La protection ici c'est le rempart du droit contre la tentation de l'arbitraire.

Si le secret n'en a plus pour personne, encore faut-il ici préciser que le secret protège non celui qui le détient mais celui qui l'a confié. C'est le rôle social du secret professionnel qui est l'interdiction de révéler un fait dont ils ont connaissance dans le cadre de l'activité auquel se rattache celui des journalistes.
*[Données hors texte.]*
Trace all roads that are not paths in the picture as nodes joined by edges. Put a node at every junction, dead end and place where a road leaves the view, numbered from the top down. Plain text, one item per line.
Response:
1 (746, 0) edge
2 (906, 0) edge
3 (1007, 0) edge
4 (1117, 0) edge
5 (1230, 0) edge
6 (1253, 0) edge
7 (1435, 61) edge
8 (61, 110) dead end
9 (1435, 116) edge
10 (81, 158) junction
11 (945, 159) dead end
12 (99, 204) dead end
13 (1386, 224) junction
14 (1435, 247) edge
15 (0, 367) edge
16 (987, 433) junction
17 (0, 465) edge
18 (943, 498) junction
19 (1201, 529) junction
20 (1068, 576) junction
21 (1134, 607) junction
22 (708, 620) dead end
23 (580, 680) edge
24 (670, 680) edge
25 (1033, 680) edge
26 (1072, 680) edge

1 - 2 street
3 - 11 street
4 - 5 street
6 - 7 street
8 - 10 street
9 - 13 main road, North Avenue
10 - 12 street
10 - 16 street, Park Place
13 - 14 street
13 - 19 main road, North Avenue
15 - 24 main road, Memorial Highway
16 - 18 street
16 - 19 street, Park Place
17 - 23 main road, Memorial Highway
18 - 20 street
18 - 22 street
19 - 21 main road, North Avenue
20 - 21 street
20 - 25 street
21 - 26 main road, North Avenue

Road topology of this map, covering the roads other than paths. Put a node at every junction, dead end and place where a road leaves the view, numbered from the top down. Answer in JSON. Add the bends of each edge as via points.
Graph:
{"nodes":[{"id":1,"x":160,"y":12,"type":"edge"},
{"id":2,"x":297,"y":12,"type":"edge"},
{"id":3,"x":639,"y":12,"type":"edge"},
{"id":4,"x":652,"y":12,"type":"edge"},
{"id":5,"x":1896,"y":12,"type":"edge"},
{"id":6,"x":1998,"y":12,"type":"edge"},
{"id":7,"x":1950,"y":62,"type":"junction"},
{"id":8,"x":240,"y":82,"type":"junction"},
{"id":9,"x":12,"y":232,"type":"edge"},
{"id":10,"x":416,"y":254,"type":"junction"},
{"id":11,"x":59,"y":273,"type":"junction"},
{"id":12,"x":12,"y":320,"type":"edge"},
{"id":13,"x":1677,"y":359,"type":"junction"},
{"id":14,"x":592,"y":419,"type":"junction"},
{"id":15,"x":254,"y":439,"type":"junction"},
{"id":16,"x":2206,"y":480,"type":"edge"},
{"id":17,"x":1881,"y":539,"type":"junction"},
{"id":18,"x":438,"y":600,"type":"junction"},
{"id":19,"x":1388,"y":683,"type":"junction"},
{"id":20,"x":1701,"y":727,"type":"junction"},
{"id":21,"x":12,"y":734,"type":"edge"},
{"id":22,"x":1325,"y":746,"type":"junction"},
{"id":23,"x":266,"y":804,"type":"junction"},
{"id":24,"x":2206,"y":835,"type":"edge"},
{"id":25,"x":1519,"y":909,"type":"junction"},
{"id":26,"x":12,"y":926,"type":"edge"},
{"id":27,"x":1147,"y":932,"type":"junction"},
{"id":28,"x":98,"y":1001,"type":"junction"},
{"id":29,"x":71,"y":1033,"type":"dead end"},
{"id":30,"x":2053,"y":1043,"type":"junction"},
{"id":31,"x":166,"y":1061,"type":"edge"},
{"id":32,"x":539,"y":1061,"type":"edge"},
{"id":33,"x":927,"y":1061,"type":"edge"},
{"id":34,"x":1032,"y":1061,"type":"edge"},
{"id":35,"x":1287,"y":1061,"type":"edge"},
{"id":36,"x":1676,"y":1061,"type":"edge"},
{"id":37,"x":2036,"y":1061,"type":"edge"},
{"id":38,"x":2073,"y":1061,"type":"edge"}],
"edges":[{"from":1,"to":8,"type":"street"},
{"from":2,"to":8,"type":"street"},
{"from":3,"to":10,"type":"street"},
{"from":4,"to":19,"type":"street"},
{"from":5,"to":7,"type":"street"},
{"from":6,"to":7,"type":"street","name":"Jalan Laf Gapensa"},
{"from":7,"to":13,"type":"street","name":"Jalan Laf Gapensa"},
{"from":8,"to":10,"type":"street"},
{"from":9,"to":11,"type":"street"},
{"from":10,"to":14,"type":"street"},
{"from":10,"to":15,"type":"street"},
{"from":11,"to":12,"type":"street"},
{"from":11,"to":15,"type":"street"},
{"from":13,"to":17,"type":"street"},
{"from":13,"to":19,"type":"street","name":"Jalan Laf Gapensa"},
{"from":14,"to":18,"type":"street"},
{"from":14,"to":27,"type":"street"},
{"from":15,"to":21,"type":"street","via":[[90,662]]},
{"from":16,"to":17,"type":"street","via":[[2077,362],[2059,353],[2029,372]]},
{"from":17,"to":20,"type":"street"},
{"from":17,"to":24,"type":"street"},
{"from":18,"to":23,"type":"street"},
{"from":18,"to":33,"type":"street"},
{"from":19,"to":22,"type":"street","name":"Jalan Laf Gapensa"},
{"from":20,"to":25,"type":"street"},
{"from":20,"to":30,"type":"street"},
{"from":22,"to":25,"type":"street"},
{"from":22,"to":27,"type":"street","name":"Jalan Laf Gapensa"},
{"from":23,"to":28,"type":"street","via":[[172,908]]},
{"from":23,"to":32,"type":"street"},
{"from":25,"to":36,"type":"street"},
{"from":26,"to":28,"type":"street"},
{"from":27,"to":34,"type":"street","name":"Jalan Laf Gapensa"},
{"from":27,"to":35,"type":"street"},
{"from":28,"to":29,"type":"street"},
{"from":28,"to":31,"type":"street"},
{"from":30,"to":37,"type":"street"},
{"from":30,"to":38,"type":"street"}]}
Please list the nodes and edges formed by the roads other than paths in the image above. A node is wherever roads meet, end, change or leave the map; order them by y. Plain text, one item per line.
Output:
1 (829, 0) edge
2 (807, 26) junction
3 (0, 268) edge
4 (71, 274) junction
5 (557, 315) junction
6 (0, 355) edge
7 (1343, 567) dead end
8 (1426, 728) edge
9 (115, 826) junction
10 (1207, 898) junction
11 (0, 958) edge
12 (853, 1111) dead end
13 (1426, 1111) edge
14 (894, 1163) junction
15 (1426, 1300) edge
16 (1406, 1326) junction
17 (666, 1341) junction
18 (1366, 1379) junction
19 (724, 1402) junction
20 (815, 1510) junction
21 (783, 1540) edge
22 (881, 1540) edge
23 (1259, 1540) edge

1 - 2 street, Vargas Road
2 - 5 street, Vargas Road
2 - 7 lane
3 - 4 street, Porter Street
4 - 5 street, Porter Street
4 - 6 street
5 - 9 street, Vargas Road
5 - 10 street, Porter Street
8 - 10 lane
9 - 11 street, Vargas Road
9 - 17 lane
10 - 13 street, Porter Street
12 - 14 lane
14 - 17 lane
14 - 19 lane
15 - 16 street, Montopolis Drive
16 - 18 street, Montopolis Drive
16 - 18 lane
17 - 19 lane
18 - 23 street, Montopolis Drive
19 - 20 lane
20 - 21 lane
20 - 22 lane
Le droit d'informer a pour contrepartie la sécurité de l'informateur.

La source c'est la personne, le groupe, l'autorité, l'organe officiel ou officieux auprès duquel le journaliste récupère l'information destinée au public pour informer celui-ci notamment de faits – qu'il peut interpréter librement – que ce public n'aurait pu connaître sans cela.

Le journaliste c'est le messager, le passeur qui collecte des informations auprès de différentes sources pour les restituer brutes ou accompagnées de son commentaire à un public en général ou ciblé par tout moyen écrit, sonore, visuel de reproduction de l'information.

La garantie de la liberté d'expression, prolongement de celle de penser, reconnue dans les déclarations universelles, européennes et françaises des Droits de l'homme est pourtant toujours sujette à des limitations plus ou moins justifiées par des raisons d'ordre public ou judiciaires tant par les pouvoirs publics que par les juges.

Un long combat arbitré par la Cour Européenne des Droits de l'Homme a opposé la presse aux pouvoirs pendant des années, mettant en péril ces libertés soit directement par la censure soit par le biais du recel d'informations issues d'une violation du secret professionnel ou de l'instruction.

La force supérieure de la Convention Européenne des Droits de l'Homme a fini par user la résistance de la France et le Gouvernement a présenté un projet de loi voté définitivement le 4 janvier 2010 pour garantir la sécurité des sources d'information.

Il faut en aborder les principes avant d'en cerner les applications et d'évoquer les autres sources de la protection du secret et enfin de conclure.



I- Les principes :

La loi sur la presse du 29 juillet 1881 a déjà été modifiée en 1993 dans un sens libéral mais la loi du 4 janvier 2010 assure une protection accrue des attaques directes et indirectes contre le secret des sources; son article 2 alinéa 4 précise que la protection s'étend aux personnes ayant des relations habituelles avec un journaliste.

Elle réserve toutefois encore une exception à la protection du secret lorsqu'existe un impératif prépondérant d'intérêt public et si les mesures envisagées sont strictement nécessaires et proportionnées au but légitime poursuivi.

Quiconque prend connaissance de cette exception va se trouver confronté à la difficulté de la définition des notions d'intérêt public (variable selon les époques), strictement nécessaires (dont l'acception peut être plus ou moins large), et de but légitime (la légitimité étant subjective en fonction du pouvoir en place).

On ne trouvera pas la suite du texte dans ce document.